From return on investment to return on health: the CARE framework for AI governance, accountability, and equitable transformation in healthcare systems
摘要
Pharmaceutical marketing analytics effectiveness has traditionally been evaluated using financial return on investment (ROI), with limited integration of patient-centered health outcomes into optimization objectives. This study introduces the CARE framework—causal intelligence, accountability analytics, responsible engagement, and equity outcomes—as a structured analytical architecture for reframing marketing evaluation around return on health (ROH). Rather than considering health impact as a secondary consequence of revenue optimization, CARE integrates causal inference, transparency mechanisms, and fairness constraints directly within the optimization objective.
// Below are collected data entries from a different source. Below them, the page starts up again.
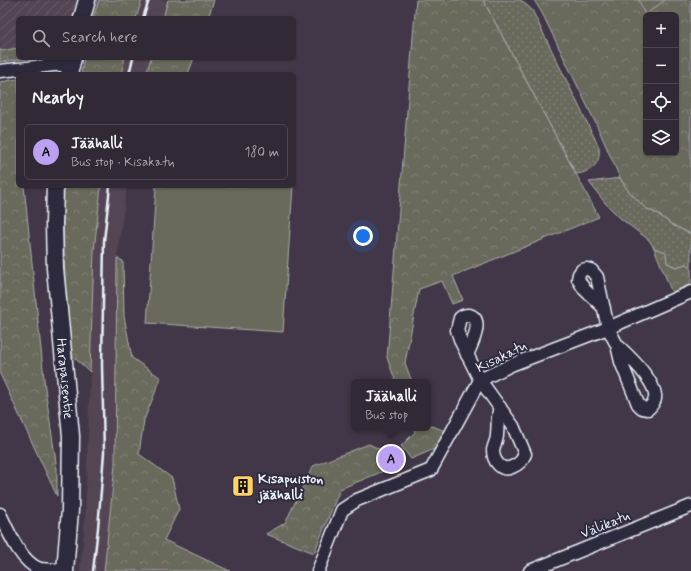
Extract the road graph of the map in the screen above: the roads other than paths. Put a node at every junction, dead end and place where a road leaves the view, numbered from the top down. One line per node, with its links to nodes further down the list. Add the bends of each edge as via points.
1 (87, 0): 2 (main road)
2 (83, 16)
3 (71, 66): 4 (street, via 54,65)
4 (0, 72)
5 (55, 188): 16 (main road, Harapaisentie, via 55,268 71,436 70,510)
6 (691, 292): 8 (street, Kisakatu)
7 (604, 308): 8 (street)
8 (608, 328): 9 (street); 11 (street, Kisakatu, via 511,365)
9 (617, 345): 9 (street, via 638,404 648,409 655,401 648,379 633,359)
10 (467, 355): 11 (street)
11 (480, 380): 12 (street); 17 (street, Kisakatu, via 431,470 357,500 342,510)
12 (500, 407)
13 (691, 506): 18 (street, Välikatu)
14 (0, 514): 15 (street, via 13,541 28,560 40,569)
15 (59, 571)
16 (65, 571)
17 (318, 571)
18 (530, 571)

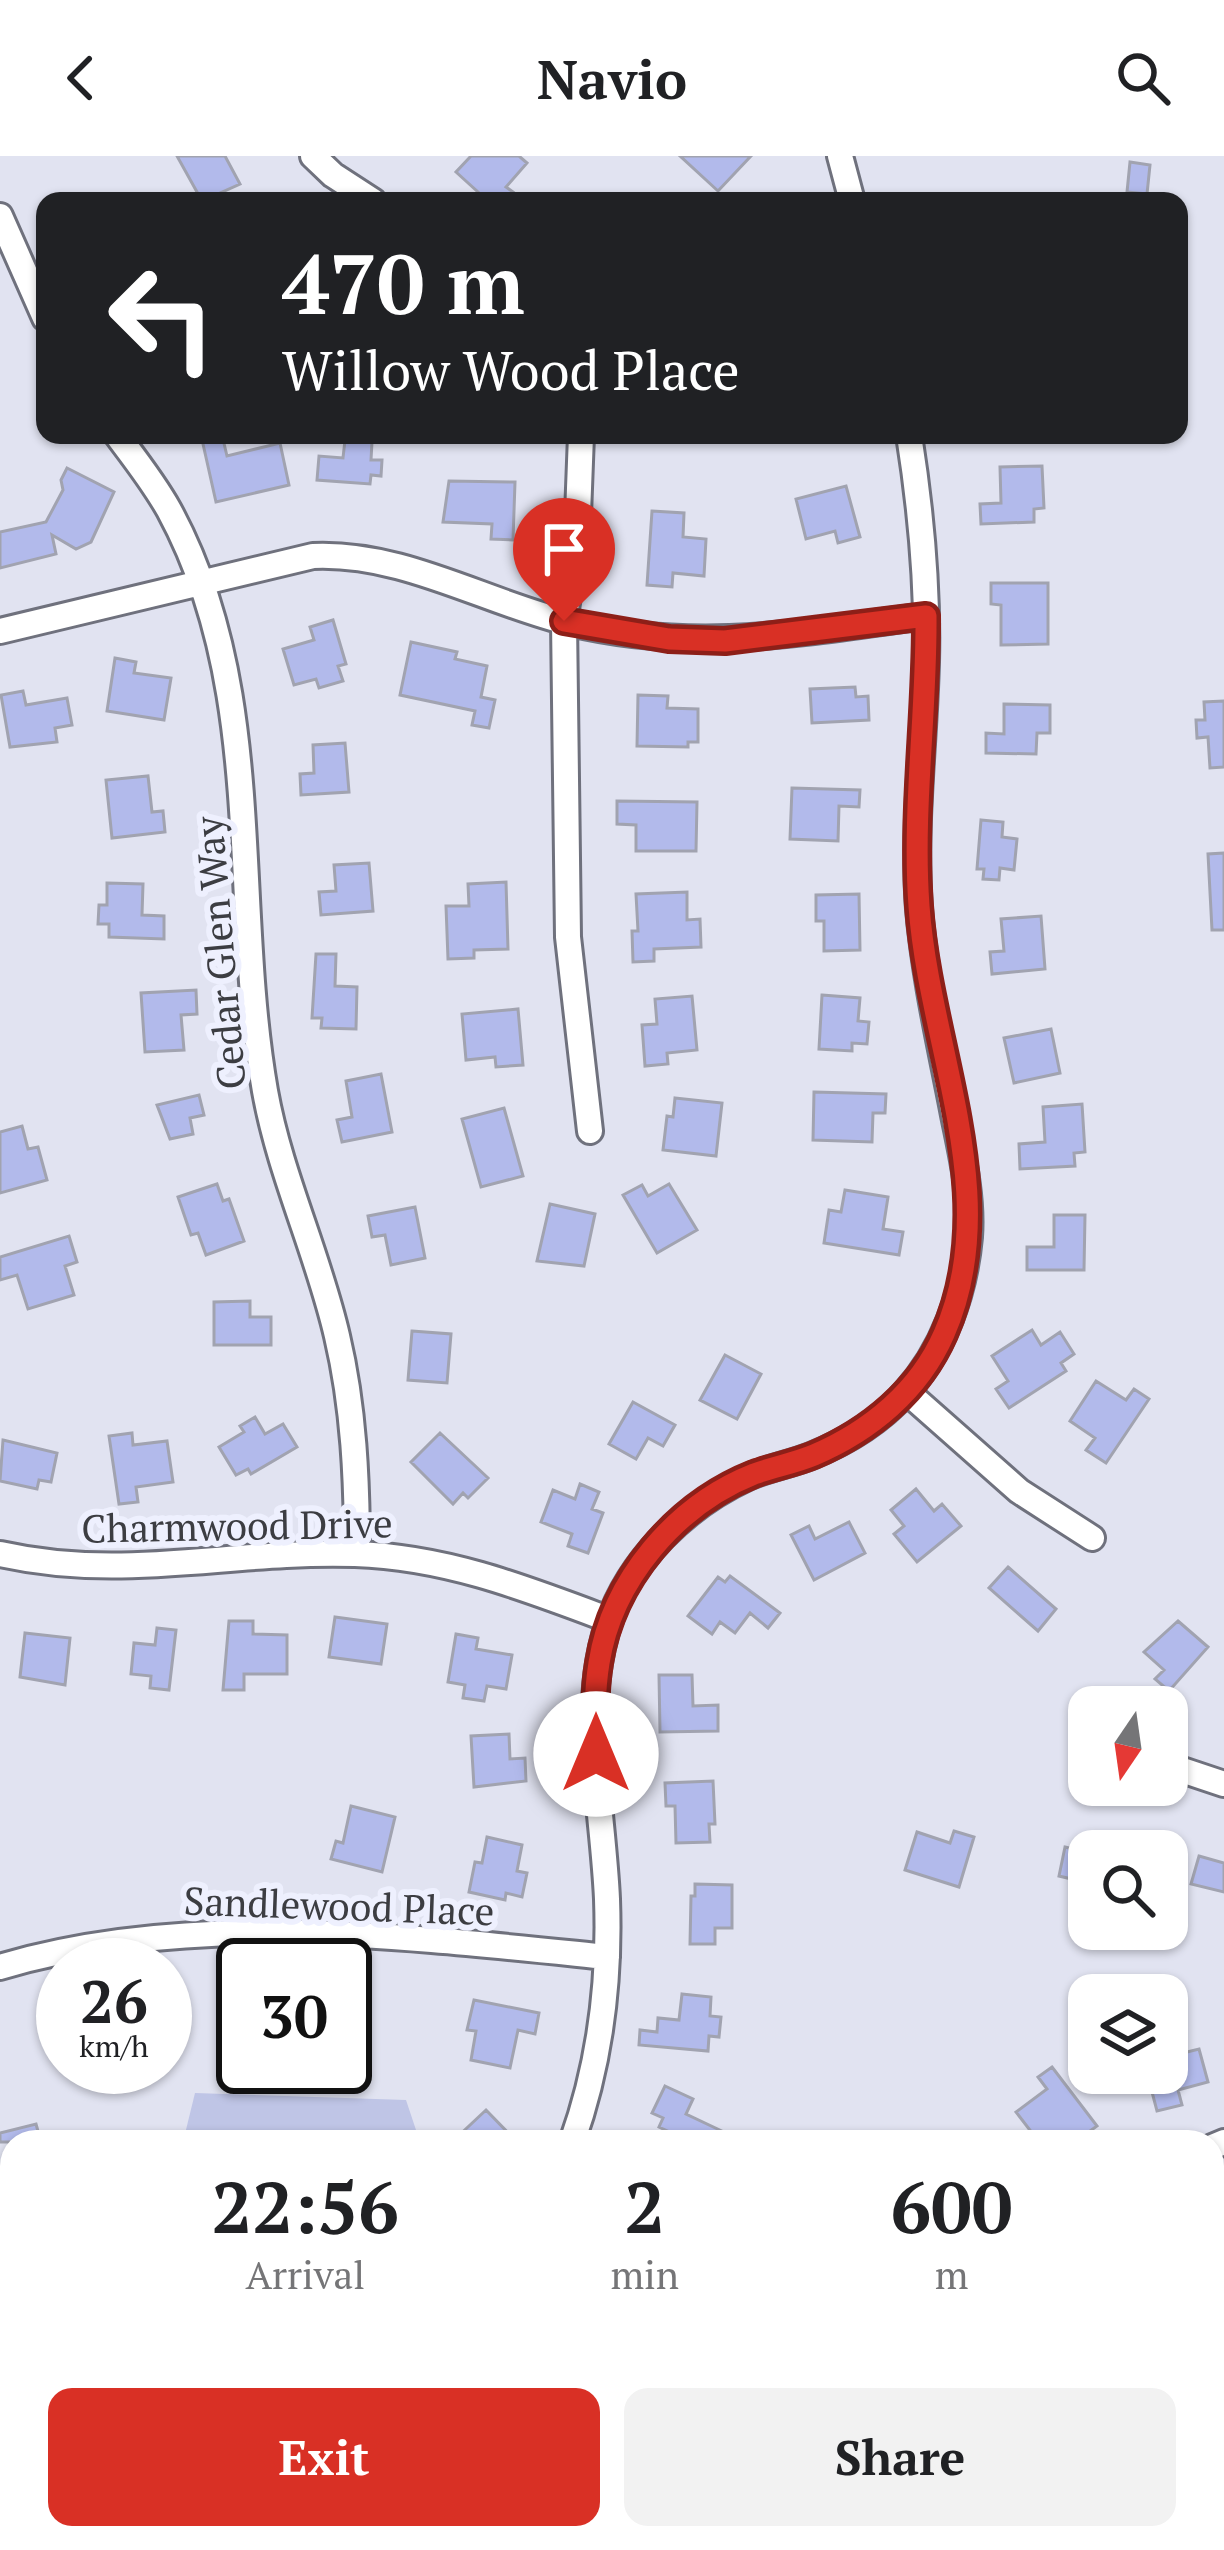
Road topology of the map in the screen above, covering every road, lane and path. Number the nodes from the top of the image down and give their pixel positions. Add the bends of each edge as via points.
1 (313, 156) edge
2 (840, 156) edge
3 (359, 192) edge
4 (850, 192) edge
5 (0, 216) edge
6 (36, 297) edge
7 (123, 444) edge
8 (581, 444) edge
9 (910, 444) edge
10 (202, 582) junction
11 (926, 616) junction
12 (564, 621) junction
13 (0, 631) edge
14 (590, 1131) dead end
15 (907, 1392) junction
16 (1092, 1538) dead end
17 (0, 1554) edge
18 (357, 1554) junction
19 (610, 1620) junction
20 (1188, 1772) edge
21 (1224, 1784) edge
22 (607, 1957) junction
23 (0, 1967) edge
24 (576, 2130) edge

1 - 3 street
2 - 4 street
5 - 6 street
7 - 10 street, Cedar Glen Way via 164,502
8 - 12 street via 578,542
9 - 11 street
10 - 12 street via 313,556 363,557
10 - 13 street
10 - 18 street, Cedar Glen Way via 230,686 255,1028 266,1096 344,1367
11 - 12 street via 725,641
11 - 15 street via 919,904 969,1233 942,1339
12 - 14 street via 568,937
15 - 16 street via 998,1475
15 - 19 street via 846,1440 752,1475 693,1510 649,1553
17 - 18 street, Charmwood Drive via 80,1568
18 - 19 street, Charmwood Drive via 451,1564
19 - 22 street via 595,1700
20 - 21 street
22 - 23 street, Sandlewood Place via 304,1934 178,1935
22 - 24 street via 593,2071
The study employs a simulation-based validation design using synthetic datasets parameterized with publicly reported healthcare adherence, access, and affordability distributions. The analytical architecture integrates marketing mix modeling (MMM), multi-touch attribution (MTA), and incrementality testing within a governance-constrained causal estimation structure. In the simulated environment, patients were assigned to treatment and control groups to enable causal effect estimation. Double machine learning techniques were used to isolate the independent effect of marketing exposure while controlling demographic, socioeconomic, and clinical confounding factors. The optimization procedure also incorporated fairness constraints to prevent disproportionate allocation of resources across population subgroups. Simulation analyses examine how redefining the optimization objective from ROI to ROH changes resource allocation and targeting strategies. Within the modeled environment, health-oriented objective functions shift investment across patient segments and therapeutic areas relative to revenue-maximizing benchmarks, generating comparatively higher projected adherence, therapy initiation, and equity-adjusted outcome indicators. These results reflect model-based analytical demonstrations rather than findings from real-world deployment. The contribution of this study is conceptual and methodological. CARE formalizes a reproducible framework for integrating causal measurement, algorithmic accountability, and equity constraints into healthcare marketing analytics, providing a structured foundation for future for more accountable and health-focused decision making in data-driven marketing systems.